An der Y-Gabel (1) – Entscheidungen, die ich bedauere

Die meiste Zeit meines Lebens musste ich um 6 Uhr morgens aufstehen. Mit 13, nach acht Volksschuljahren, begann ich eine Lehre in einer Neusser Buchdruckerei und fuhr um 6:35 mit einem Bus dorthin, der wie eine Sorte Lumpensammler über die Dörfer kurvte und Leute mitnahm, um sie um 7:30 Uhr in Neuss abzuliefern. Später als Lehrer stand ich auch um 6 Uhr auf. Das Gymnasium, an dem ich ab 8 Uhr morgens unterrichtete, lag außerhalb von Aachen, aber war bequem mit dem Fahrrad zu erreichen. Das tat ich gut 25 Jahre, und so ist es kein Wunder, dass ich noch heute gegen sechs Uhr aufwache.

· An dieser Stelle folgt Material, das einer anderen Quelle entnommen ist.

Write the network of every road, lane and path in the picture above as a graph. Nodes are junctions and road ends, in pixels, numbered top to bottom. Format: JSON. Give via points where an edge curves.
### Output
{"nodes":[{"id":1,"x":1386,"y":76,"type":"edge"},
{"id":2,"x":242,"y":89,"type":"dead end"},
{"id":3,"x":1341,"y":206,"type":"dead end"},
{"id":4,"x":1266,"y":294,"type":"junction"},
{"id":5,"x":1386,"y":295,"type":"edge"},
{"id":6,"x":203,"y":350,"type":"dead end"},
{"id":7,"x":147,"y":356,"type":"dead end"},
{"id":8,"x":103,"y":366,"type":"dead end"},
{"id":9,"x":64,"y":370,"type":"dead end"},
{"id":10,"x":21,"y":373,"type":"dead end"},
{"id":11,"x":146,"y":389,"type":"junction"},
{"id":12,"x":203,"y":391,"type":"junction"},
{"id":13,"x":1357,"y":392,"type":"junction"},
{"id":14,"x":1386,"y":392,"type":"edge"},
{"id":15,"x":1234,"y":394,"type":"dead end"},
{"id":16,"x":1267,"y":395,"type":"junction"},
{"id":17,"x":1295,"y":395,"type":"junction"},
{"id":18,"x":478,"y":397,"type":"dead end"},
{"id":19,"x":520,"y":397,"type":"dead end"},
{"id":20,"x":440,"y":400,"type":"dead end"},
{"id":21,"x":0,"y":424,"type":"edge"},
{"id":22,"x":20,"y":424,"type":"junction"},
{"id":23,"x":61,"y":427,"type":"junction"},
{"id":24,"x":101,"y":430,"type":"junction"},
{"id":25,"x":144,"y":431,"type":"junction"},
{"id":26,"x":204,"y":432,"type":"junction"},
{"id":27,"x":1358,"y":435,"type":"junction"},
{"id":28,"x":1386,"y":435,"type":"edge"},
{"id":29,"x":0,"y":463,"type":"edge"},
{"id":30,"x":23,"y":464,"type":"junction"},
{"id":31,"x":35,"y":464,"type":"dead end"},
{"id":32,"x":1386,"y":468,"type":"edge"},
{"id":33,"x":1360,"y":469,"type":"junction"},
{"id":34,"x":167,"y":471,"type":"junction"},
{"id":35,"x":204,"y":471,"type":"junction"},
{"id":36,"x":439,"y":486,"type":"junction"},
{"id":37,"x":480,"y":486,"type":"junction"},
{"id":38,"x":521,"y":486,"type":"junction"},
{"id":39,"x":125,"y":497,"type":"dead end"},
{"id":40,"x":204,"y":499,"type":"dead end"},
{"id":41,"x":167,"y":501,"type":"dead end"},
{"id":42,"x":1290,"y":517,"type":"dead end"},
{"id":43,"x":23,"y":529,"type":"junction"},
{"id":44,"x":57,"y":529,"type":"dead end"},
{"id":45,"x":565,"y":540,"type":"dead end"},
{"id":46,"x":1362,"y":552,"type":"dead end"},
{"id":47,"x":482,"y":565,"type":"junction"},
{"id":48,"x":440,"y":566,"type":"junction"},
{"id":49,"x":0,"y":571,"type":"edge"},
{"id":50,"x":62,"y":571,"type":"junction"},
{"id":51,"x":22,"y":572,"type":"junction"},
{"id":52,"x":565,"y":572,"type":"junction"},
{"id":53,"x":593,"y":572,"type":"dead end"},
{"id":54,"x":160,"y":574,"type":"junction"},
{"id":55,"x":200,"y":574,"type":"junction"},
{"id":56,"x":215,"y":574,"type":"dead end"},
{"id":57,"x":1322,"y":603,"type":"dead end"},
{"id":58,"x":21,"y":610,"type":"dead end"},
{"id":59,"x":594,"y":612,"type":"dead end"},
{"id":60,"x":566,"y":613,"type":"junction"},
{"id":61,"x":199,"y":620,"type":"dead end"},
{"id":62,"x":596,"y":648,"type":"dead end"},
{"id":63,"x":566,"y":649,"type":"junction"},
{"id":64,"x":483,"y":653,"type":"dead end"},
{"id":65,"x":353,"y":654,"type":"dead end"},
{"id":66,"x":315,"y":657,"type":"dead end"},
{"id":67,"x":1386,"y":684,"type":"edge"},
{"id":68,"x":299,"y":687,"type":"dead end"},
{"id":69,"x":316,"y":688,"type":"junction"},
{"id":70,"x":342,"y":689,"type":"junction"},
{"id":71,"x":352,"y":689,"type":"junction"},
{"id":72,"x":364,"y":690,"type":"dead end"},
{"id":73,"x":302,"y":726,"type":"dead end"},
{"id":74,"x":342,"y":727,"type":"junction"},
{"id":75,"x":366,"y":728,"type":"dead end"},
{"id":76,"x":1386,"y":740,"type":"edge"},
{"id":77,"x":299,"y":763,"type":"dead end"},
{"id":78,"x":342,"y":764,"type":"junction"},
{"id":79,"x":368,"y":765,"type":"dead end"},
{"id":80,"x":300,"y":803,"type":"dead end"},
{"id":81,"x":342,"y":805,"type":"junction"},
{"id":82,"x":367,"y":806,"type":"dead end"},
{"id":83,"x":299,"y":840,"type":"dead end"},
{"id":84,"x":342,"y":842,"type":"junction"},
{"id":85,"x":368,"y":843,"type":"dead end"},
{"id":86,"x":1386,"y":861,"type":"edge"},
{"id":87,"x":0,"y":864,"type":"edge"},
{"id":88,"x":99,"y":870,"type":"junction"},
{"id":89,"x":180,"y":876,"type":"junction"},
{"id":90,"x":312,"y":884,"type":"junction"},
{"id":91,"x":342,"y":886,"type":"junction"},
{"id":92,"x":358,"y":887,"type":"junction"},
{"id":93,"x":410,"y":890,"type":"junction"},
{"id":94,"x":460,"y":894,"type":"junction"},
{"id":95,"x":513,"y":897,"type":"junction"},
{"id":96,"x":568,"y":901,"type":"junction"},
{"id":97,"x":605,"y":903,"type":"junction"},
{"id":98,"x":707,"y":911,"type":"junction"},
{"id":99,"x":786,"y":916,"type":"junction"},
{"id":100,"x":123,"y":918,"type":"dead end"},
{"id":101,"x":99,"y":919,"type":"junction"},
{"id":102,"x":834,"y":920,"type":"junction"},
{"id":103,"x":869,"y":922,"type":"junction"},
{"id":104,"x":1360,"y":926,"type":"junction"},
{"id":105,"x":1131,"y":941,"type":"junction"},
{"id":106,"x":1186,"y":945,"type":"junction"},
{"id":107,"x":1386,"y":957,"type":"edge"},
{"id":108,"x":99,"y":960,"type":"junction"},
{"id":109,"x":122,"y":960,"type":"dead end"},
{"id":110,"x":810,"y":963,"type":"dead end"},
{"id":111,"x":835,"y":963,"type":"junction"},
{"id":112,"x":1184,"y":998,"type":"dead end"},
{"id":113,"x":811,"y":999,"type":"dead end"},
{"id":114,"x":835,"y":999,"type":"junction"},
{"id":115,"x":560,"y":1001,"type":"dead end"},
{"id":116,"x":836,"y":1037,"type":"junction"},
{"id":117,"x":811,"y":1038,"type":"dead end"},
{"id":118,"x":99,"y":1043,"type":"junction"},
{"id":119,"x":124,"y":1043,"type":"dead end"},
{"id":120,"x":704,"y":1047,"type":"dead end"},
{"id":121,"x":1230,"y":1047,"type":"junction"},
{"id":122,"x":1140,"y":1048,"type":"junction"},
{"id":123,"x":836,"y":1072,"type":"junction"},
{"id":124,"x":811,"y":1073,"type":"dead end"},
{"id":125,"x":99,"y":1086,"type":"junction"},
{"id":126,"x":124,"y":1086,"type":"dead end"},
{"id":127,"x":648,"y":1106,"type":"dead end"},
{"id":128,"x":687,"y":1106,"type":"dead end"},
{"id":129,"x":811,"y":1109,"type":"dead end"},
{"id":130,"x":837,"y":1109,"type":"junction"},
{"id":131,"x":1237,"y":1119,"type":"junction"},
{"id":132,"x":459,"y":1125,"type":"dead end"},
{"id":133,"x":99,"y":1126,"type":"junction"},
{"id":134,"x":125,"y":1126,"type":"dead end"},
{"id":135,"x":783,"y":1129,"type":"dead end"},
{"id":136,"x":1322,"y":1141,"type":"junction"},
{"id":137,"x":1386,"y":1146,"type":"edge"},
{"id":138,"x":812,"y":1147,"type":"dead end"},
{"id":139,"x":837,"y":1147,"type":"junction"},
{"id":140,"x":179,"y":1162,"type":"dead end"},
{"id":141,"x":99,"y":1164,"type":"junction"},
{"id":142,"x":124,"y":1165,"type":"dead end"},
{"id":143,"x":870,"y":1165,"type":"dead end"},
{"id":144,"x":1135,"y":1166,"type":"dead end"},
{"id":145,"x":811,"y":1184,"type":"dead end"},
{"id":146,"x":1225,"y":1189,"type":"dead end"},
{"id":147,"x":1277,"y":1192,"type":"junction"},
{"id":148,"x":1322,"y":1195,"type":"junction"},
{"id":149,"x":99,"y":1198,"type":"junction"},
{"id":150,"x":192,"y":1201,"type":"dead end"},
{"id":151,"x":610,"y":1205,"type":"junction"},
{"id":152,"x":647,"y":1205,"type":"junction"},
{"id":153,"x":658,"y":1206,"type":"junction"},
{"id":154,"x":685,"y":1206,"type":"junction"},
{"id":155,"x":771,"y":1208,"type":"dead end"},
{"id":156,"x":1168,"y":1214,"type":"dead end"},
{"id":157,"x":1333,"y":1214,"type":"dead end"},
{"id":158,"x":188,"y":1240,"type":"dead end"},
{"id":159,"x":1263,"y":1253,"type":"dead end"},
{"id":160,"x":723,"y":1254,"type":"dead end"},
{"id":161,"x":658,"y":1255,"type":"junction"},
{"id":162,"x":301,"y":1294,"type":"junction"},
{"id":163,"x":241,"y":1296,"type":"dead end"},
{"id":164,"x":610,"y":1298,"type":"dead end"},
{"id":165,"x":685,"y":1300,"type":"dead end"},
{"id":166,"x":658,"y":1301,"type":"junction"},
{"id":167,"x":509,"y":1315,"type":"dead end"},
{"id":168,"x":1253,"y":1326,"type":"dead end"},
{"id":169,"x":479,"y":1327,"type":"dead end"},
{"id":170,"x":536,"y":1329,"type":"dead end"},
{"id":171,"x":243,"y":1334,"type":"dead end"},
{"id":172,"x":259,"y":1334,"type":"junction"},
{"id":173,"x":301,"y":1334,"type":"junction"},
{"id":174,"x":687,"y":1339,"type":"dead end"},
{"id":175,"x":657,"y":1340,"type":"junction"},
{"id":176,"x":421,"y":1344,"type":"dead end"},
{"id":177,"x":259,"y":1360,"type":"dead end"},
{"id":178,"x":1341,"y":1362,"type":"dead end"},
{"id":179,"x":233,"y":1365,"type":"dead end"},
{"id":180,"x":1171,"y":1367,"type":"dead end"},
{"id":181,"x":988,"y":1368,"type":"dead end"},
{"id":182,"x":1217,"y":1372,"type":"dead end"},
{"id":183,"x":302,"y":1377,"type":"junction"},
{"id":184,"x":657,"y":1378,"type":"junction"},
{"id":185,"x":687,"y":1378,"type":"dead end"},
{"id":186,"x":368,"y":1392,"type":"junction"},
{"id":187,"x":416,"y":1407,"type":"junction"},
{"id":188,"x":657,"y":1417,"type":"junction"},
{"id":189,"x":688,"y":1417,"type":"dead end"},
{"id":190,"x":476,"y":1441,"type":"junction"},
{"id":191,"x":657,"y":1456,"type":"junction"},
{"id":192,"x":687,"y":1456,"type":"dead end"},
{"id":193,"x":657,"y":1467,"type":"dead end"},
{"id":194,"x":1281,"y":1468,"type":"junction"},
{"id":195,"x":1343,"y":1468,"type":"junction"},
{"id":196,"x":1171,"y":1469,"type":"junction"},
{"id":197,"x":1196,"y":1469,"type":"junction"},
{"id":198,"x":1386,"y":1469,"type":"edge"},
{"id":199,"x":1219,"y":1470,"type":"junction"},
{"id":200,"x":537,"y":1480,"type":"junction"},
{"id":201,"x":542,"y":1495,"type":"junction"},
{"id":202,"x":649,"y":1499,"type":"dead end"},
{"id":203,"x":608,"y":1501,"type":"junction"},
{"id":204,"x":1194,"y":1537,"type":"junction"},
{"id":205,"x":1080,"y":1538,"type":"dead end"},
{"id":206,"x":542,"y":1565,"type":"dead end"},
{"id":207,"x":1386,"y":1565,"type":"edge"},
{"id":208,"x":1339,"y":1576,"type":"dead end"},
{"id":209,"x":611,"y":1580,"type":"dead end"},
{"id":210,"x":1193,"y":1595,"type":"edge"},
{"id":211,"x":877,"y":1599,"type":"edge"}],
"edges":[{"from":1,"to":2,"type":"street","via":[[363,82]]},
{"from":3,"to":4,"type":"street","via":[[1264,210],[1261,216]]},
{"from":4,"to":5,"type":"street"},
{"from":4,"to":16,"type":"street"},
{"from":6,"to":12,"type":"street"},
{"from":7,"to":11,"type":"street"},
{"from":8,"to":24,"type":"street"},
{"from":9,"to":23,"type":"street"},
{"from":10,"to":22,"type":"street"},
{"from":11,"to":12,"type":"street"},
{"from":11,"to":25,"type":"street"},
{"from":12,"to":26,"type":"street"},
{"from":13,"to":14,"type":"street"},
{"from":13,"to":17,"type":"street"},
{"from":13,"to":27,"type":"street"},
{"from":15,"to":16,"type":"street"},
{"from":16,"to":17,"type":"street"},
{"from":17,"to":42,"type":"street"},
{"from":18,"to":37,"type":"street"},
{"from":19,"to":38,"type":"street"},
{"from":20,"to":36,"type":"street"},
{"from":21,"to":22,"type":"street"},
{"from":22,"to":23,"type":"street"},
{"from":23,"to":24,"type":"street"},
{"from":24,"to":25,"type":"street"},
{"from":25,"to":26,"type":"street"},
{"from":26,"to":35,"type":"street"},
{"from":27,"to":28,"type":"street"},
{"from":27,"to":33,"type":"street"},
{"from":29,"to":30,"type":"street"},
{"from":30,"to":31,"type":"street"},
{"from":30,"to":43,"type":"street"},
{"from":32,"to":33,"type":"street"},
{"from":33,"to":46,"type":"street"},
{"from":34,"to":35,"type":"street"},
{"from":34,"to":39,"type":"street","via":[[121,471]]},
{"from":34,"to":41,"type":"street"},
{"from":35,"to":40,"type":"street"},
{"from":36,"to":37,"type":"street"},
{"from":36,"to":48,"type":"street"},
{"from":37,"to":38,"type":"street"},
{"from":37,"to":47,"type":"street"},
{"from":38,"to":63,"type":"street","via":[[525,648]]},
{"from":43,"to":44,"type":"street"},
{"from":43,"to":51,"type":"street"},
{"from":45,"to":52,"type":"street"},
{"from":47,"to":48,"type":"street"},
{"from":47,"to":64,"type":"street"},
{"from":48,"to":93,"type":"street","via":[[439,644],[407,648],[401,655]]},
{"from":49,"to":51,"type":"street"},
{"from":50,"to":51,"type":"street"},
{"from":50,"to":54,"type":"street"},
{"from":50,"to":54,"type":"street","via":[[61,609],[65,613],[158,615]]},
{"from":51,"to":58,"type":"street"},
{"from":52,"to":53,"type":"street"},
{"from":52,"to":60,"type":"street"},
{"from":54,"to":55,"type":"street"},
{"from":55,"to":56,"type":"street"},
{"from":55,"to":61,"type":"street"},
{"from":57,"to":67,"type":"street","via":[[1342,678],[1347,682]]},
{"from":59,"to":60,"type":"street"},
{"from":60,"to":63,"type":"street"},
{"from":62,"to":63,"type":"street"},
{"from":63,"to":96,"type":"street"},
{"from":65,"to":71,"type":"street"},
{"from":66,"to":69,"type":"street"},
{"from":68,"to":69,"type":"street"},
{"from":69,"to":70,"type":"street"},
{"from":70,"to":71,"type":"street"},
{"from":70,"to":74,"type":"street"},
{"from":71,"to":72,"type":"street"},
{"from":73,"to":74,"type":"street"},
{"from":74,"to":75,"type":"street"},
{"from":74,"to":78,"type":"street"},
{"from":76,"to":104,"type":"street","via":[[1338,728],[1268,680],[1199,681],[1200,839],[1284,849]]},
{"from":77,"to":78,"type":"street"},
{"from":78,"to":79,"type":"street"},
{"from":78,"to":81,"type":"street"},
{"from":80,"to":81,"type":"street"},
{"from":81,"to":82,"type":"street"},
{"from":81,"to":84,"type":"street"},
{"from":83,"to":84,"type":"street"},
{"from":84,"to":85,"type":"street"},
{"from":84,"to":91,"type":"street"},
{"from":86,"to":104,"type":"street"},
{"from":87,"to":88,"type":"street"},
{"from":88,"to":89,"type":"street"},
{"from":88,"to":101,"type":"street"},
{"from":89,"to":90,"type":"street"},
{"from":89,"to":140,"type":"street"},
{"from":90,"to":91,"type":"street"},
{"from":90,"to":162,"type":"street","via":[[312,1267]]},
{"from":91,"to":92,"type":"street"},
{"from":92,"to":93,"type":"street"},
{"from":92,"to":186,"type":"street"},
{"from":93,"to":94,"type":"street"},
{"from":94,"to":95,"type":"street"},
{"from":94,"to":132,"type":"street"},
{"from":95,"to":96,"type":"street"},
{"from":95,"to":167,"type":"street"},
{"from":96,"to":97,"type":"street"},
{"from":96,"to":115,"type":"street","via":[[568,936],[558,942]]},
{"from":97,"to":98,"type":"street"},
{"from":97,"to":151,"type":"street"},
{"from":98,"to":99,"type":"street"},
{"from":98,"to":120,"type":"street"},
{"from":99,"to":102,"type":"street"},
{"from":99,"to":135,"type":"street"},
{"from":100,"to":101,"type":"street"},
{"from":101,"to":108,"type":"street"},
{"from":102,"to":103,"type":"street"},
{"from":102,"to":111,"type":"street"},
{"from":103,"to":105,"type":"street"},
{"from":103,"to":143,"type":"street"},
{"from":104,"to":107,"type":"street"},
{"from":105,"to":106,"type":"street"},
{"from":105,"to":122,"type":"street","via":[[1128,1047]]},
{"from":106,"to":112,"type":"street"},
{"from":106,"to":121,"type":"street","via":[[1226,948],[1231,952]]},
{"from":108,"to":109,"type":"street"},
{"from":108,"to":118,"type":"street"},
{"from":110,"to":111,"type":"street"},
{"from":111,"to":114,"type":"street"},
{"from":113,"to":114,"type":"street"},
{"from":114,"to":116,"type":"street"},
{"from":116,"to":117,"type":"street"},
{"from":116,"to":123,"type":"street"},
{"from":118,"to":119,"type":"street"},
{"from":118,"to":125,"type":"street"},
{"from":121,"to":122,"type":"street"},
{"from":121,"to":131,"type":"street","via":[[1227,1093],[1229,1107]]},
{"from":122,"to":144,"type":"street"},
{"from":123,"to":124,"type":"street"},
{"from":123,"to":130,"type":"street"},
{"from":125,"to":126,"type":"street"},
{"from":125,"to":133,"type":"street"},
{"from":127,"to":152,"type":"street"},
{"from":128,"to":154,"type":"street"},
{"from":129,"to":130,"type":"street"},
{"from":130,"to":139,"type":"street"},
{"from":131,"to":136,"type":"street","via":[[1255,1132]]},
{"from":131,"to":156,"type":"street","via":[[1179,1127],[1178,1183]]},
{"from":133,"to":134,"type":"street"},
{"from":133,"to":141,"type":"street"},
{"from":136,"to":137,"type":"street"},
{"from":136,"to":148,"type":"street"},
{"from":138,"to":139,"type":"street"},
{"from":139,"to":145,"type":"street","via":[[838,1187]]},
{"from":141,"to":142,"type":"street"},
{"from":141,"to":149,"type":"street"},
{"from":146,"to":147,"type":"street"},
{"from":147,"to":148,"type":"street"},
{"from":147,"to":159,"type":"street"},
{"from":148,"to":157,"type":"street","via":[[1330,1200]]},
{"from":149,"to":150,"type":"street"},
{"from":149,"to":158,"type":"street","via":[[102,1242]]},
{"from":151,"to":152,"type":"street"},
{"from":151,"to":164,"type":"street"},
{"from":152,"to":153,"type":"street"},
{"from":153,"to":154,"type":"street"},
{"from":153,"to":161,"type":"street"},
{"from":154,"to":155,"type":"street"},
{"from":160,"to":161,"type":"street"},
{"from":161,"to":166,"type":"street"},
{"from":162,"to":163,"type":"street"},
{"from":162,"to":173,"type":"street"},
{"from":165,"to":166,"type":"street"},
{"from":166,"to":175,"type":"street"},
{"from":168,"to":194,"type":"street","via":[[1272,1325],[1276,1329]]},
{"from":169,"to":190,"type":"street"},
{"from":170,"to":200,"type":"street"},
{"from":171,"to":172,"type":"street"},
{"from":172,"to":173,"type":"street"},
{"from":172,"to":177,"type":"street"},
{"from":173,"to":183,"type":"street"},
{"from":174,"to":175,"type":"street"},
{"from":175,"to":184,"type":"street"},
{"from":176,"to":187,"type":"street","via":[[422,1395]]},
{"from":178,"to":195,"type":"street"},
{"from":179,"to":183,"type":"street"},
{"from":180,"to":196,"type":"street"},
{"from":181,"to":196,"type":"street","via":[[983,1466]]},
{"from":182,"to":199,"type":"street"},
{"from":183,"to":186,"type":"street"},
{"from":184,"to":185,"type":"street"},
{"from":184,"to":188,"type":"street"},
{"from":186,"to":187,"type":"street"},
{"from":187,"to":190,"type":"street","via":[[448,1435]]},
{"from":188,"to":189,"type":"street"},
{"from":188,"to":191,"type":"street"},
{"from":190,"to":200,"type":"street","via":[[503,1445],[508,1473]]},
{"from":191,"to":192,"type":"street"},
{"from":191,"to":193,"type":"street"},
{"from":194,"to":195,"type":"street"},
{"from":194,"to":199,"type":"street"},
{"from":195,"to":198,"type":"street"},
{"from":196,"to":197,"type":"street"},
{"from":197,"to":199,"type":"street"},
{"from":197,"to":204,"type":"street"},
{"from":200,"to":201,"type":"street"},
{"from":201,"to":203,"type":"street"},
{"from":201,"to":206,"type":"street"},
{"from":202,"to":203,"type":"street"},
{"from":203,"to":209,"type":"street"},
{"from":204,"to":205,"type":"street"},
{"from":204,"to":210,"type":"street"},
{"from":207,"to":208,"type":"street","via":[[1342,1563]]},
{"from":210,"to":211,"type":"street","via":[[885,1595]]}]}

Ganz selten gelingt es mir nochmals einzuschlafen, heute beispielsweise. Wenn ich erwache, liege ich meistens auf der linken Seite, und mein Blick fällt aus dem Fenster, wo ich in das Gewirr der Verästlungen und Verzweigungen einer stattlichen Eiche schaue. Zu dieser Jahreszeit heben sie sich um sechs Uhr nur schwach vor dem Nachthimmel ab, aber als ich gegen acht Uhr die Augen erneut öffnete, war es wie irrwitziger Scherenschnitt vor einem grauen Himmel. Ich musste an die Verästlungen und Verzweigungen eines Lebenswegs denken. Betrachtet man das leicht im Wind sich wiegende Ende eines Zweigs, dann ist der Ort seiner Spitze ein plausibles Ergebnis von Wachstumsentscheidungen der Zweige, der Äste, des Stamms und der Wurzeln. So ist auch jeder Lebensweg rückwärts betrachtet plausibel. Dass ein Mensch dort steht, wo er steht, ist das Ergebnis von Entscheidungen, deren Tragweite sich erst rückwärts betrachtet einstellen.

Das Ypsilon galt von der Antike bis in die Neuzeit als Symbol des freien Willens. (Abb. aus Buchkultur im Abendrot, Kartoffeldruck auf Scanner, Grafik: JvdL) In der Literatur hat das Ypsilon viele Namen: Der „bifurcata littera“, „littera Pythagorae“, „Libre arbitre“, „der Scheidweg des Herkules“ „die Kreuzwegsfigur des Pythagoras“. Der untere Stamm des Ypsilons symbolisiert die lautere und reine Kindheit, die Äste stellen die Gabelung des Lebensweges dar, an dem der Heranwachsende wählt, links den bequemen Weg des Lasters, rechts den steilen, steinigen Weg der Tugend.

Derlei Idealisierung erscheint uns nicht mehr zeitgemäß. Dem heutigen Menschen bietet das Leben immerzu eine Fülle von Entscheidungsmöglichkeiten. Aber es geht wohl um eine grundsätzliche Wahl, unter deren Prämisse alle folgenden Entscheidungen stehen. Das Bild der Eiche vor Augen bieten sich auch innerhalb der grundsätzlichen Entscheidung für den linken oder rechten Ast viele Möglichkeiten, die den weiteren Lebensweg bestimmen. Jedenfalls haben eine Fülle solcher Entscheidungen dazu geführt, dass ich an diesem Sonntagvormittag im sacht beschneiten Hannover-Linden am Rechner sitze und das hier aufschreibe.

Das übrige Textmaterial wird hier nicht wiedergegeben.